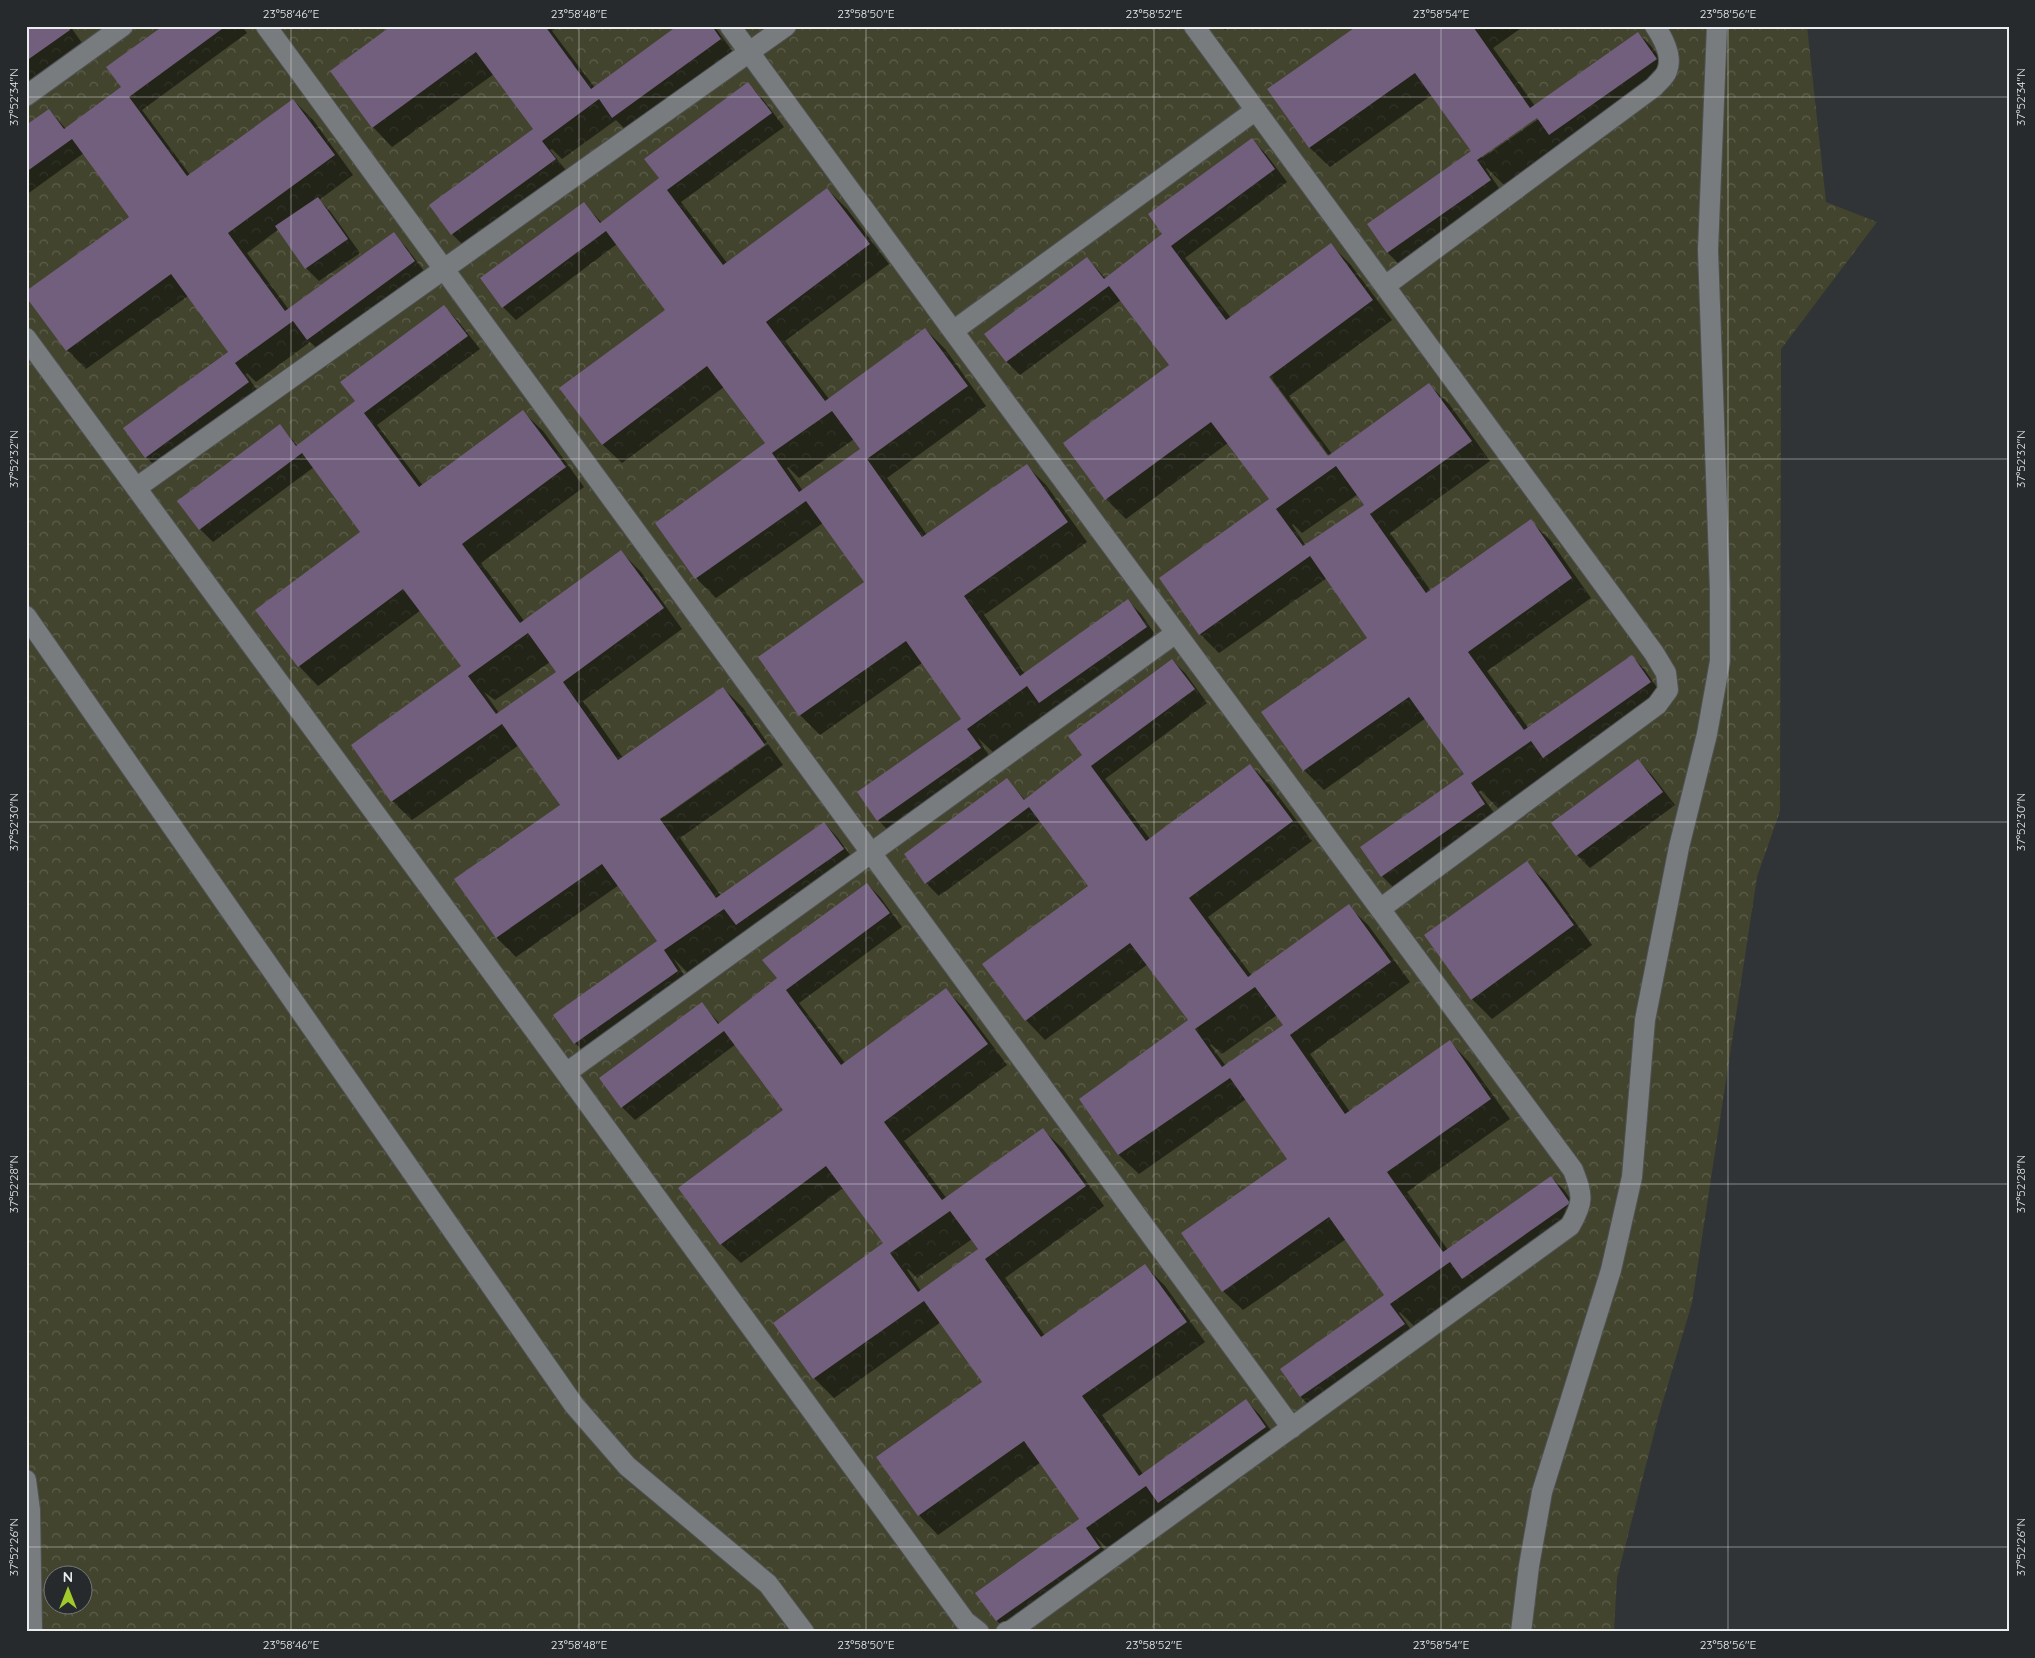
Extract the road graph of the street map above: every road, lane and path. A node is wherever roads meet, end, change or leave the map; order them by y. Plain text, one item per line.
1 (123, 26) edge
2 (266, 26) edge
3 (730, 26) edge
4 (786, 26) edge
5 (1194, 26) edge
6 (1655, 26) edge
7 (1716, 26) edge
8 (98, 33) edge
9 (750, 52) junction
10 (26, 96) edge
11 (1256, 110) junction
12 (444, 269) junction
13 (1385, 286) junction
14 (953, 331) junction
15 (26, 338) edge
16 (136, 488) junction
17 (26, 616) edge
18 (1176, 633) junction
19 (872, 853) junction
20 (1380, 909) junction
21 (566, 1073) junction
22 (1292, 1428) junction
23 (26, 1480) edge
24 (32, 1632) edge
25 (804, 1632) edge
26 (979, 1632) edge
27 (1006, 1632) edge
28 (1521, 1632) edge

1 - 8 lane
2 - 12 lane
3 - 9 lane
4 - 9 lane
5 - 11 lane
6 - 13 lane
7 - 28 lane
8 - 10 lane
9 - 12 lane
9 - 14 lane
11 - 13 lane
11 - 14 lane
12 - 16 lane
12 - 19 lane
13 - 20 lane
14 - 18 lane
15 - 16 lane
16 - 21 lane
17 - 25 lane
18 - 19 lane
18 - 20 lane
19 - 21 lane
19 - 22 lane
20 - 22 lane
21 - 26 lane
22 - 27 lane
23 - 24 lane

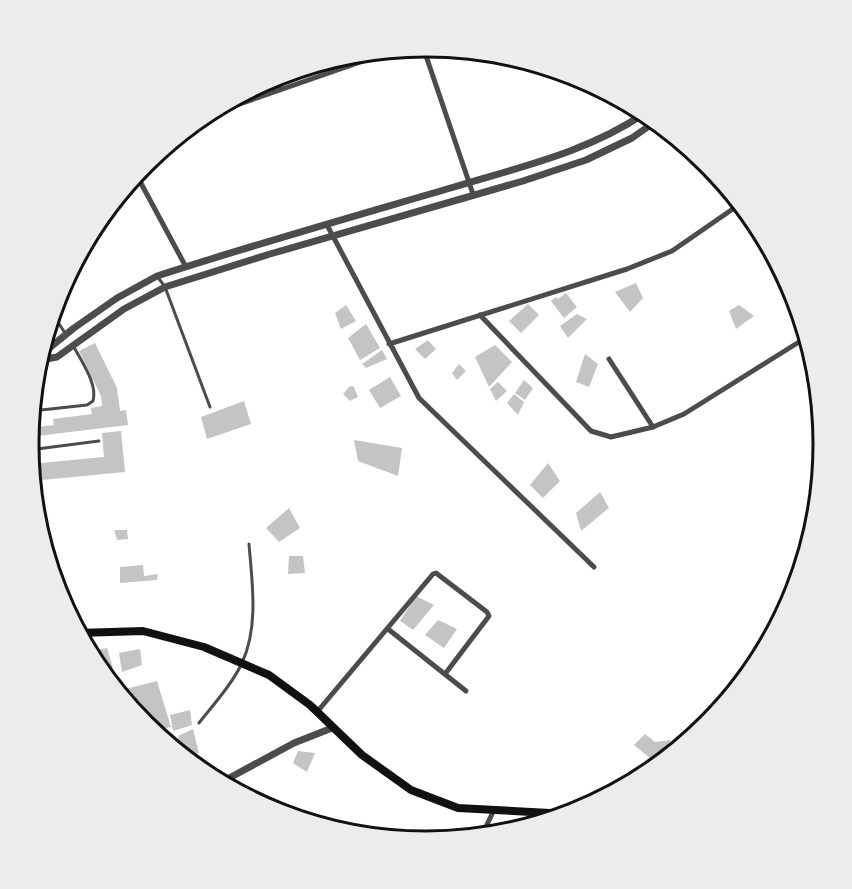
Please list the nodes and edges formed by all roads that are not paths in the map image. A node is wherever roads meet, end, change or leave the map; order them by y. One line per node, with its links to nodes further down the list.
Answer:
1 (426, 57): 9 (street)
2 (352, 65): 3 (street)
3 (334, 71): 5 (street)
4 (281, 86): 5 (lane)
5 (278, 90): 6 (street)
6 (249, 100)
7 (636, 119): 9 (street)
8 (648, 128): 11 (street)
9 (469, 182): 11 (street); 13 (street)
10 (141, 183): 15 (street)
11 (473, 194): 14 (street)
12 (733, 209): 18 (street)
13 (327, 225): 14 (street); 15 (street)
14 (333, 236): 17 (street); 23 (street)
15 (186, 267): 16 (street)
16 (157, 276): 17 (lane); 20 (street)
17 (165, 287): 24 (street); 27 (lane)
18 (480, 315): 23 (street); 29 (street)
19 (59, 323): 20 (lane)
20 (66, 334): 21 (street)
21 (53, 342)
22 (799, 342): 29 (street)
23 (389, 344): 33 (street)
24 (73, 345): 25 (street); 28 (lane)
25 (48, 359)
26 (609, 360): 29 (street)
27 (210, 407)
28 (41, 410)
29 (653, 427)
30 (99, 441): 31 (lane)
31 (39, 449)
32 (249, 544): 36 (lane)
33 (594, 567)
34 (387, 629): 37 (street); 37 (street); 39 (street)
35 (88, 633): 36 (main road)
36 (242, 663): 39 (main road); 40 (lane)
37 (445, 674): 38 (street)
38 (466, 691)
39 (317, 712): 41 (main road)
40 (199, 723)
41 (332, 728): 42 (street); 43 (main road)
42 (229, 778)
43 (494, 810): 44 (main road); 45 (street)
44 (544, 813)
45 (486, 826)

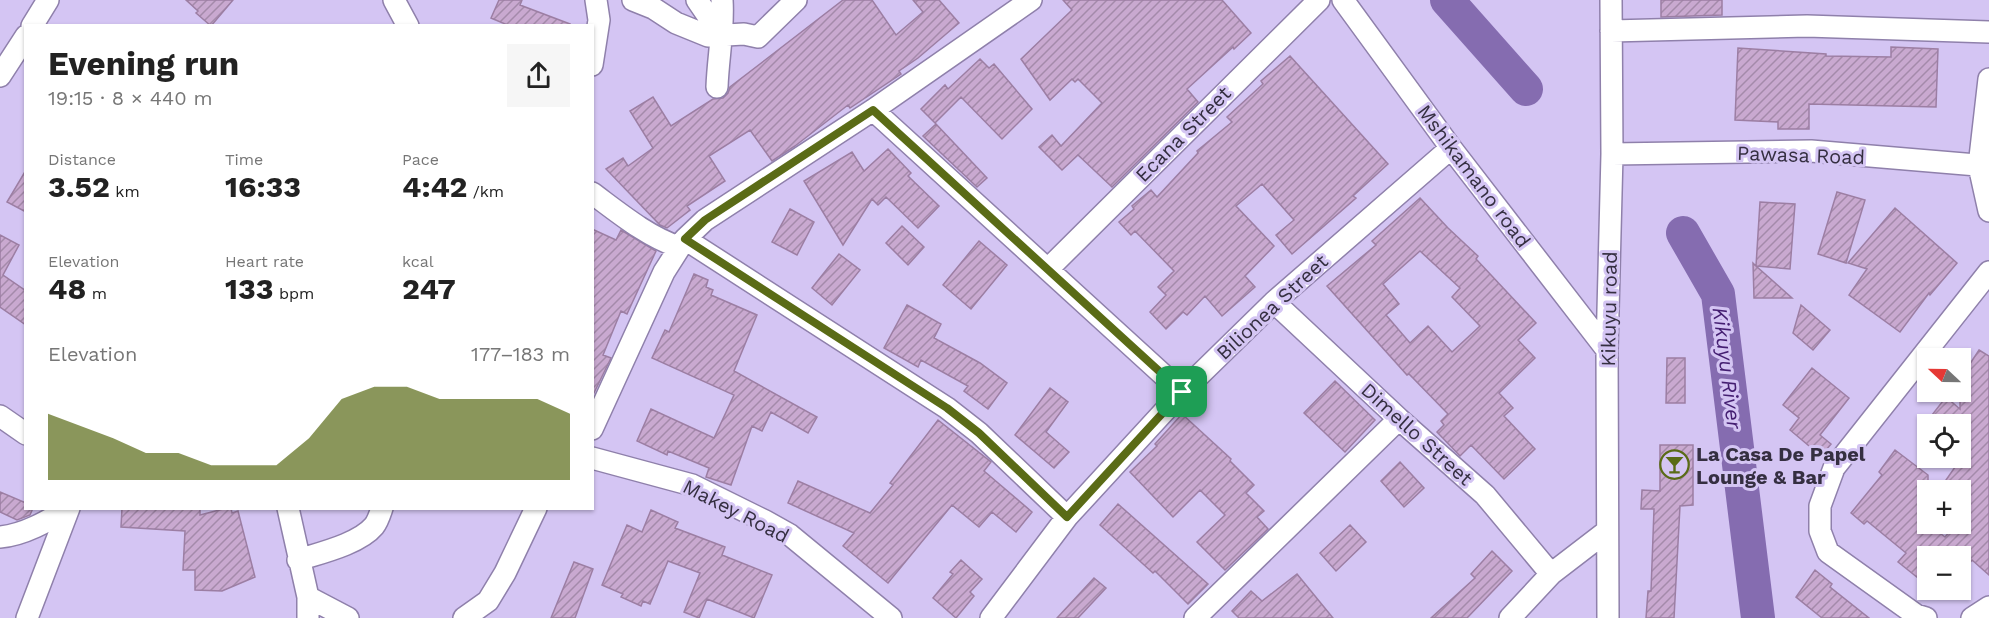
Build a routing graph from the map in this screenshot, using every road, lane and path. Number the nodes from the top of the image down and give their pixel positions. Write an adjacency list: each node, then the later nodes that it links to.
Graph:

========================================

WHAT THE EXERCISE ASKS: The copy you give must repeat each record character for character, but it must not include the pictures.

ANSWER SPACE:
Extract the road graph of the street map above: every road, lane and path. A node is wherever roads meet, end, change or leave the map; order them by y. Plain text, one item per line.
1 (123, 26) edge
2 (266, 26) edge
3 (730, 26) edge
4 (786, 26) edge
5 (1194, 26) edge
6 (1655, 26) edge
7 (1716, 26) edge
8 (98, 33) edge
9 (750, 52) junction
10 (26, 96) edge
11 (1256, 110) junction
12 (444, 269) junction
13 (1385, 286) junction
14 (953, 331) junction
15 (26, 338) edge
16 (136, 488) junction
17 (26, 616) edge
18 (1176, 633) junction
19 (872, 853) junction
20 (1380, 909) junction
21 (566, 1073) junction
22 (1292, 1428) junction
23 (26, 1480) edge
24 (32, 1632) edge
25 (804, 1632) edge
26 (979, 1632) edge
27 (1006, 1632) edge
28 (1521, 1632) edge

1 - 8 lane
2 - 12 lane
3 - 9 lane
4 - 9 lane
5 - 11 lane
6 - 13 lane
7 - 28 lane
8 - 10 lane
9 - 12 lane
9 - 14 lane
11 - 13 lane
11 - 14 lane
12 - 16 lane
12 - 19 lane
13 - 20 lane
14 - 18 lane
15 - 16 lane
16 - 21 lane
17 - 25 lane
18 - 19 lane
18 - 20 lane
19 - 21 lane
19 - 22 lane
20 - 22 lane
21 - 26 lane
22 - 27 lane
23 - 24 lane

Please list the nodes and edges formed by all roads that are not paths in the map image. A node is wherever roads meet, end, change or leave the map; order them by y. One line per node, with its links to nodes further down the list.
Answer:
1 (426, 57): 9 (street)
2 (352, 65): 3 (street)
3 (334, 71): 5 (street)
4 (281, 86): 5 (lane)
5 (278, 90): 6 (street)
6 (249, 100)
7 (636, 119): 9 (street)
8 (648, 128): 11 (street)
9 (469, 182): 11 (street); 13 (street)
10 (141, 183): 15 (street)
11 (473, 194): 14 (street)
12 (733, 209): 18 (street)
13 (327, 225): 14 (street); 15 (street)
14 (333, 236): 17 (street); 23 (street)
15 (186, 267): 16 (street)
16 (157, 276): 17 (lane); 20 (street)
17 (165, 287): 24 (street); 27 (lane)
18 (480, 315): 23 (street); 29 (street)
19 (59, 323): 20 (lane)
20 (66, 334): 21 (street)
21 (53, 342)
22 (799, 342): 29 (street)
23 (389, 344): 33 (street)
24 (73, 345): 25 (street); 28 (lane)
25 (48, 359)
26 (609, 360): 29 (street)
27 (210, 407)
28 (41, 410)
29 (653, 427)
30 (99, 441): 31 (lane)
31 (39, 449)
32 (249, 544): 36 (lane)
33 (594, 567)
34 (387, 629): 37 (street); 37 (street); 39 (street)
35 (88, 633): 36 (main road)
36 (242, 663): 39 (main road); 40 (lane)
37 (445, 674): 38 (street)
38 (466, 691)
39 (317, 712): 41 (main road)
40 (199, 723)
41 (332, 728): 42 (street); 43 (main road)
42 (229, 778)
43 (494, 810): 44 (main road); 45 (street)
44 (544, 813)
45 (486, 826)

Build a routing graph from the map in this screenshot, using every road, lane and path. Number the nodes from the top of the image down and give their pixel positions. Write an adjacency list: each node, then the later nodes that it links to.
Graph:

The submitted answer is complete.